В. Дымарский – Здесь студент из Киева прислал такой вопрос. Интересно, не знаю, никогда об этом не задумался, есть ли какие-то материалы на эту тему. «А каковы были первые впечатления о немцах у Советского Союза?».

Ю. Кантор – Вы знаете, об этом писали и в советское время, и в Восточной, и в Западной Германии. Ну, есть пропагандистские публикации, ещё Геббельсом сделанные. Геббельс – министерство пропаганды как раз. В первые месяцы войны это была такая искусственно сделанная подборка негатива, то есть негативных писем, ну это либо перлюстрация, либо просто добровольно предоставленные письма немецких солдат, которые входили на территорию Советского Союза. Естественно, в этой подборке только негатив.«Какая нищета, какие забитые люди, как много сдавшихся в плен, ах, этот восток,эти дикие русские» и так далее. На самом деле, ситуация была гораздо более сложной. Действительно, с одной стороны, входившие части вермахты, ну, солдаты,не все были готовы к той жестокости, которая требовалась, но надо сказать,быстро учились. Это тезис о чистой войне вермахта давно уже в Германии снят со счетов, конечно, никакой чистой эта война для вермахта не была. Вермахт участвовал в зверствах и преступлениях против человечности. Но были и...

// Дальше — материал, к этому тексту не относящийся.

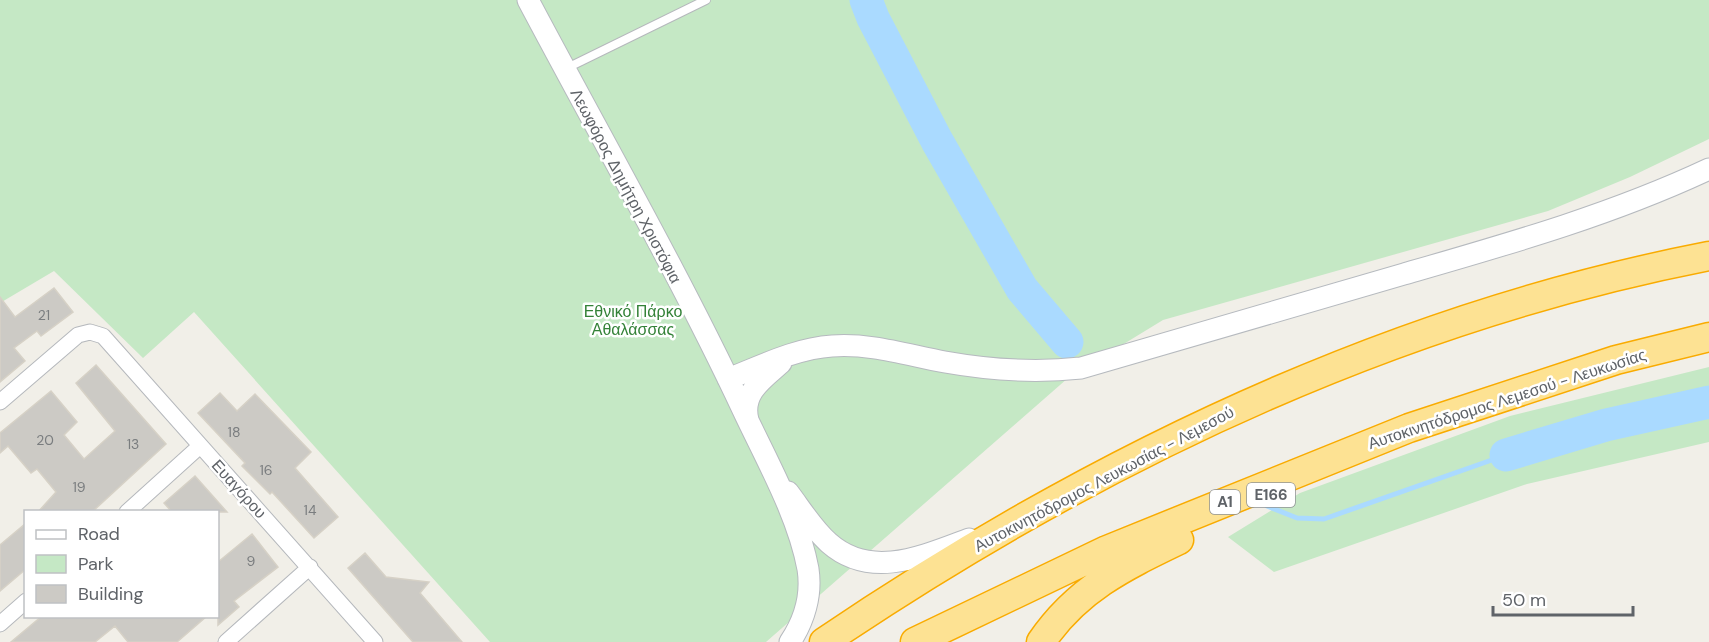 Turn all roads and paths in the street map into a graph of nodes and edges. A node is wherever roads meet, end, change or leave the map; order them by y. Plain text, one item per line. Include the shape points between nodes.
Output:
1 (528, 0) edge
2 (706, 0) edge
3 (565, 69) junction
4 (1709, 169) edge
5 (1709, 256) edge
6 (1709, 337) edge
7 (786, 357) junction
8 (728, 379) junction
9 (0, 402) edge
10 (748, 420) junction
11 (1409, 428) junction
12 (200, 446) junction
13 (772, 469) junction
14 (129, 510) edge
15 (1016, 522) junction
16 (310, 567) junction
17 (1042, 580) junction
18 (24, 603) edge
19 (0, 624) edge
20 (226, 642) edge
21 (375, 642) edge
22 (790, 642) edge
23 (824, 642) edge
24 (915, 642) edge
25 (951, 642) edge
26 (1041, 642) edge

1 - 3 main road, Λεωφόρος Δημήτρη Χριστόφια
2 - 3 lane
3 - 8 main road, Λεωφόρος Δημήτρη Χριστόφια
4 - 7 main road via 1647,198 1556,229 1081,368 1014,370 853,345 812,349
5 - 15 highway, Αυτοκινητόδρομος Λευκωσίας - Λεμεσού via 1562,290 1337,366 1189,430
6 - 11 highway, Αυτοκινητόδρομος Λεμεσού - Λευκωσίας / A1 via 1616,360
7 - 8 main road
7 - 10 main road via 750,394
8 - 10 main road, Λεωφόρος Δημήτρη Χριστόφια
9 - 12 street, Ευαγόρου via 78,335 90,332 103,336
10 - 13 main road, Λεωφόρος Δημήτρη Χριστόφια
11 - 17 highway, Αυτοκινητόδρομος Λεμεσού - Λευκωσίας / A1
11 - 26 highway, E166 via 1104,578 1073,602
12 - 14 street
12 - 16 street, Ευαγόρου
13 - 15 main road, Λεωφόρος Δημήτρη Χριστόφια via 829,543 845,555 868,563 907,560
13 - 22 main road, Λεωφόρος Δημήτρη Χριστόφια via 808,570 805,613
15 - 23 highway, Αυτοκινητόδρομος Λευκωσίας - Λεμεσού
16 - 20 street
16 - 21 street, Ευαγόρου
17 - 24 highway, A1
17 - 25 highway
18 - 19 street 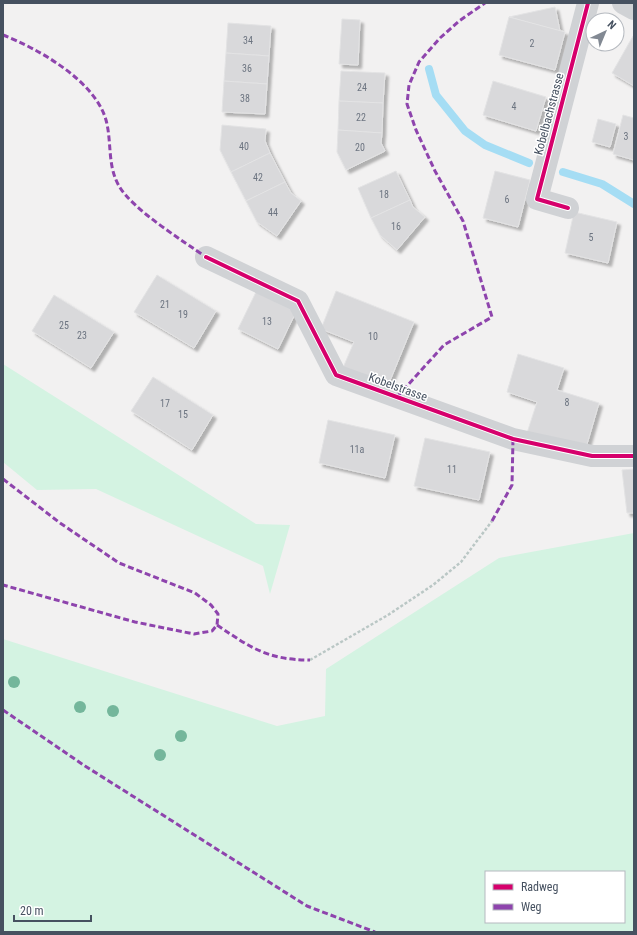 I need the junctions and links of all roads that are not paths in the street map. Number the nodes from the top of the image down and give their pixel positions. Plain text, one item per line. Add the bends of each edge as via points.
1 (588, 3) edge
2 (623, 3) edge
3 (634, 9) edge
4 (568, 208) dead end
5 (206, 257) dead end
6 (634, 456) edge

1 - 4 street, Kobelbachstrasse via 537,200
2 - 3 street
5 - 6 street, Kobelstrasse via 298,301 336,375 513,439 592,456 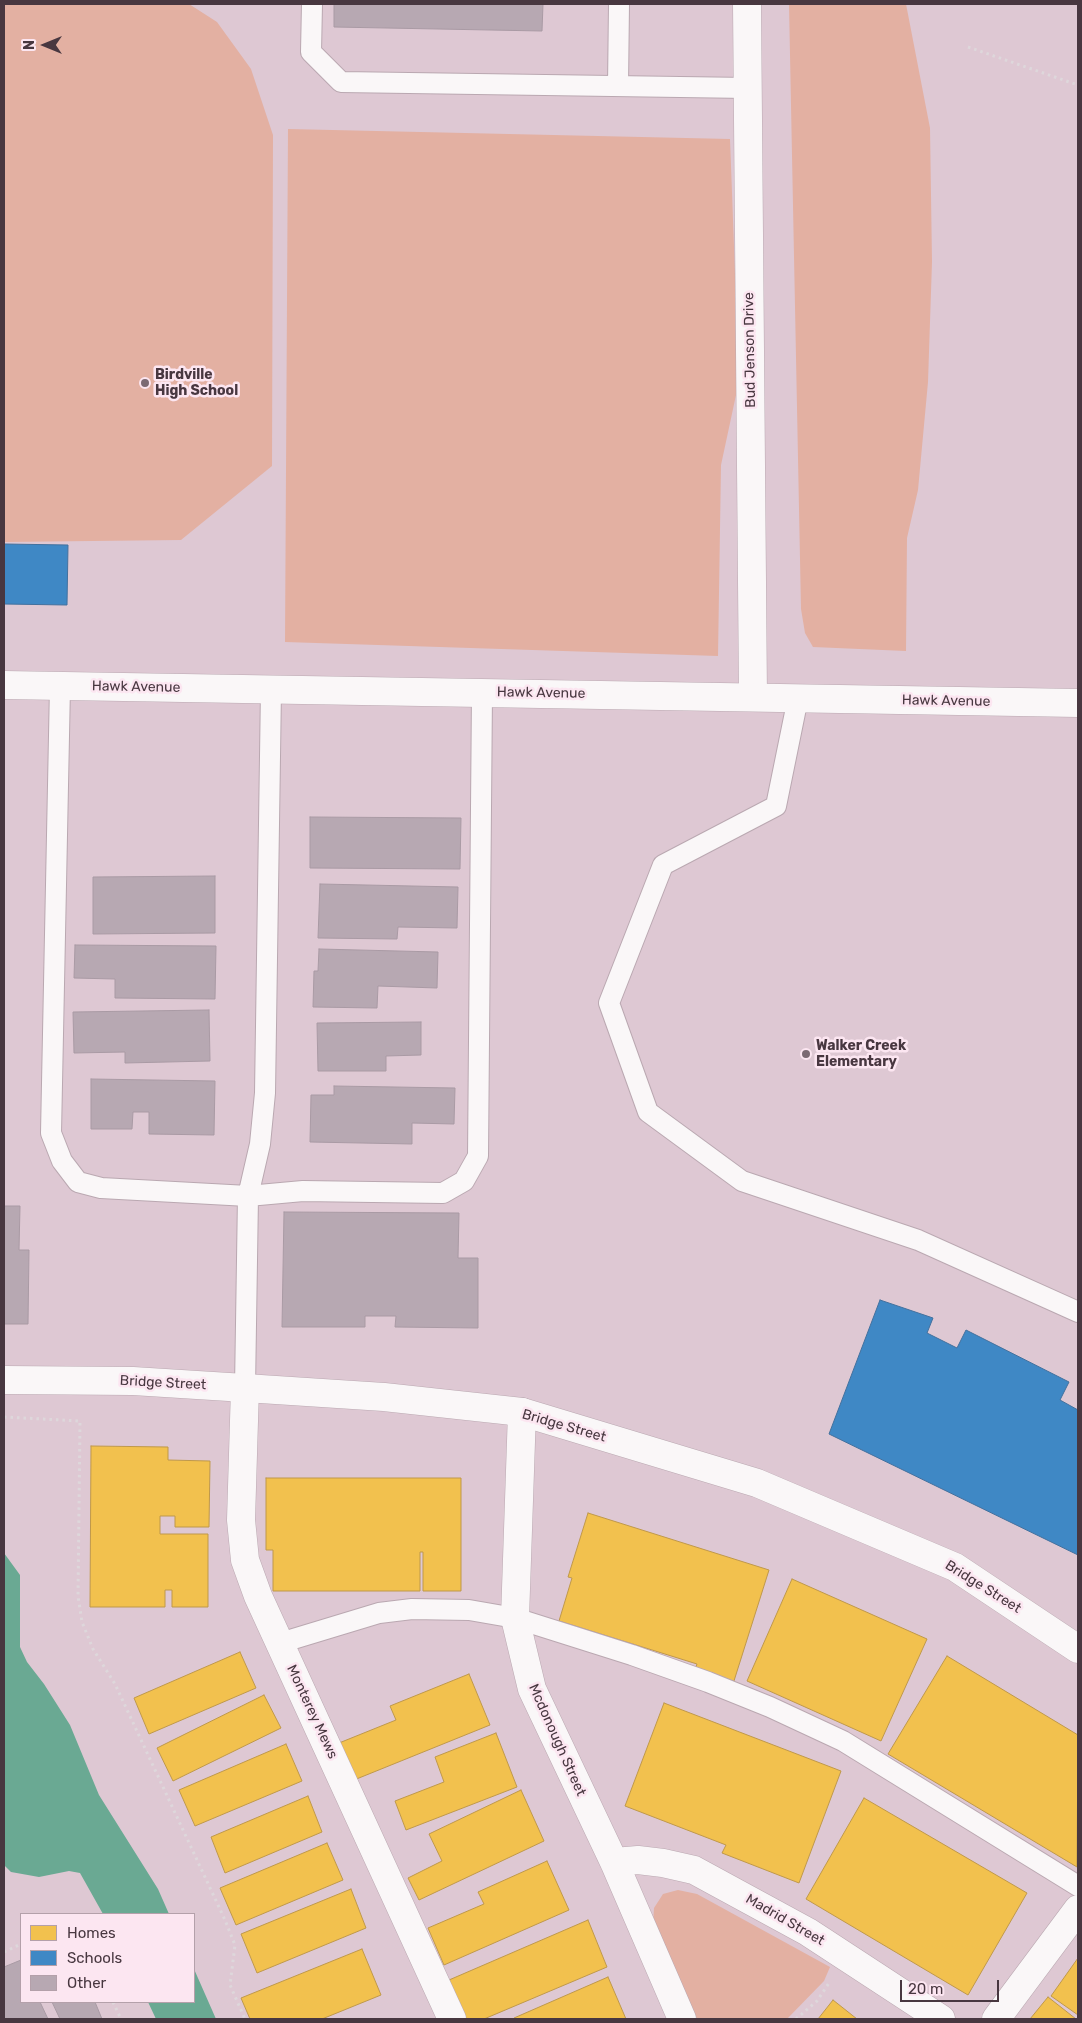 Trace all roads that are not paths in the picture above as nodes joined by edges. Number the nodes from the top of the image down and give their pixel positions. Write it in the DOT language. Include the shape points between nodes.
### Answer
graph roads {
  1 [pos="312,4"];
  2 [pos="619,4"];
  3 [pos="747,4"];
  4 [pos="618,86"];
  5 [pos="748,88"];
  6 [pos="4,685"];
  7 [pos="60,686"];
  8 [pos="271,689"];
  9 [pos="482,692"];
  10 [pos="753,697"];
  11 [pos="798,698"];
  12 [pos="1078,703"];
  13 [pos="248,1196"];
  14 [pos="1078,1312"];
  15 [pos="4,1380"];
  16 [pos="245,1388"];
  17 [pos="522,1412"];
  18 [pos="515,1618"];
  19 [pos="280,1643"];
  20 [pos="1078,1649"];
  21 [pos="614,1862"];
  22 [pos="1078,1886"];
  23 [pos="1078,1909"];
  24 [pos="452,2019"];
  25 [pos="682,2019"];
  26 [pos="940,2019"];
  27 [pos="996,2019"];
  1 -- 4 [label="lane" via="311,52 341,82"];
  2 -- 4 [label="lane"];
  3 -- 5 [label="street, Bud Jenson Drive"];
  4 -- 5 [label="lane"];
  5 -- 10 [label="street, Bud Jenson Drive"];
  6 -- 7 [label="street, Hawk Avenue"];
  7 -- 8 [label="street, Hawk Avenue"];
  7 -- 13 [label="lane" via="51,1133 62,1161 78,1182 101,1188"];
  8 -- 9 [label="street, Hawk Avenue"];
  8 -- 13 [label="lane" via="265,1093 260,1144"];
  9 -- 10 [label="street, Hawk Avenue"];
  9 -- 13 [label="lane" via="478,1156 464,1181 443,1193 303,1191"];
  10 -- 11 [label="street, Hawk Avenue"];
  11 -- 12 [label="street, Hawk Avenue"];
  11 -- 14 [label="lane" via="776,806 663,865 609,1003 648,1112 742,1181 918,1240"];
  13 -- 16 [label="lane"];
  15 -- 16 [label="street, Bridge Street" via="133,1381"];
  16 -- 17 [label="street, Bridge Street" via="384,1397"];
  16 -- 19 [label="street, Monterey Mews" via="241,1520 245,1560"];
  17 -- 18 [label="street, Mcdonough Street"];
  17 -- 20 [label="street, Bridge Street" via="757,1483 955,1567"];
  18 -- 19 [label="lane" via="469,1610 396,1611 344,1622"];
  18 -- 21 [label="street, Mcdonough Street" via="532,1689"];
  18 -- 22 [label="lane" via="708,1682 843,1741"];
  19 -- 24 [label="street, Monterey Mews"];
  21 -- 25 [label="street, Mcdonough Street"];
  21 -- 26 [label="street, Madrid Street" via="638,1860 694,1870 808,1932"];
  23 -- 27 [label="street"];
}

В. Дымарский – Хотя не был осуждён.

Ю. Кантор – Но не был осуждён. Как организация вермахт не бы осуждён, в отличие, там, от СС, да?

В. Дымарский – От СС.

Ю. Кантор – Допустим, от НСДАП, Нет, это отдельная тема, отвечая на киевский вопрос. С другой стороны, некоторые относились с удивлением, некоторые даже с какой-то симпатией, такое было. Очень много есть свидетельств, вы знаете, таких в прямом смысле зарисовок. Солдаты, младшие офицеры даже рисовали. И, например, я знаю, что в Старой Руссе в музее Достоевского, например, да, Новгородская область, есть рисунки с немецких солдат, которые рисовали карандашом Старую Руссу, а потомки передавали это туда. О том, как выглядела Старая Русса во время войны,например. То же самое было на Украине в украинских деревнях. Очень по-разному,но тем не менее, нацистский вермахт был сильно накручен, естественно,пропагандой. Основная масса, хотя статистики нет, но основная масса была готова, психологически обработана таким образом, чтобы вести войну с недочеловеками – славянскими недочеловеками. И это наложило отпечаток на впечатление,с которыми вермахт пересекал границу с Советским Союзом.

В. Дымарский – Ну, мы,наверное, больше не успеем ни одного вопроса поднять. Я только скажу многим нашим слушателям и зрителям, что те вопросы, которые вы задаёте, ответы на них есть, кстати говоря, и на сайте радиостанции «Эхо Москвы», если вы откроете программу «Цена победы». Очень много было программ за эти годы. Здесь нас спрашивают, например, я уж не помню, там, про Брестскую крепость, ещё там... про роль Коминтерна была специальная программа, и так далее. На многие вопросы есть ответы да просто в книжном магазине. У нас ещё много сейчас появилось литературы, да и в Интернете можно найти.

Ю. Кантор – Только, к сожалению, серьёзная литература издаётся крошечными тиражами. Вот, например,тот сборник, о котором я говорила, он трагическим тиражом – 500 экземпляров.

В. Дымарский – Будем надеяться, что экземпляров будет больше, а наша программа никуда не денется, мы встретимся через неделю.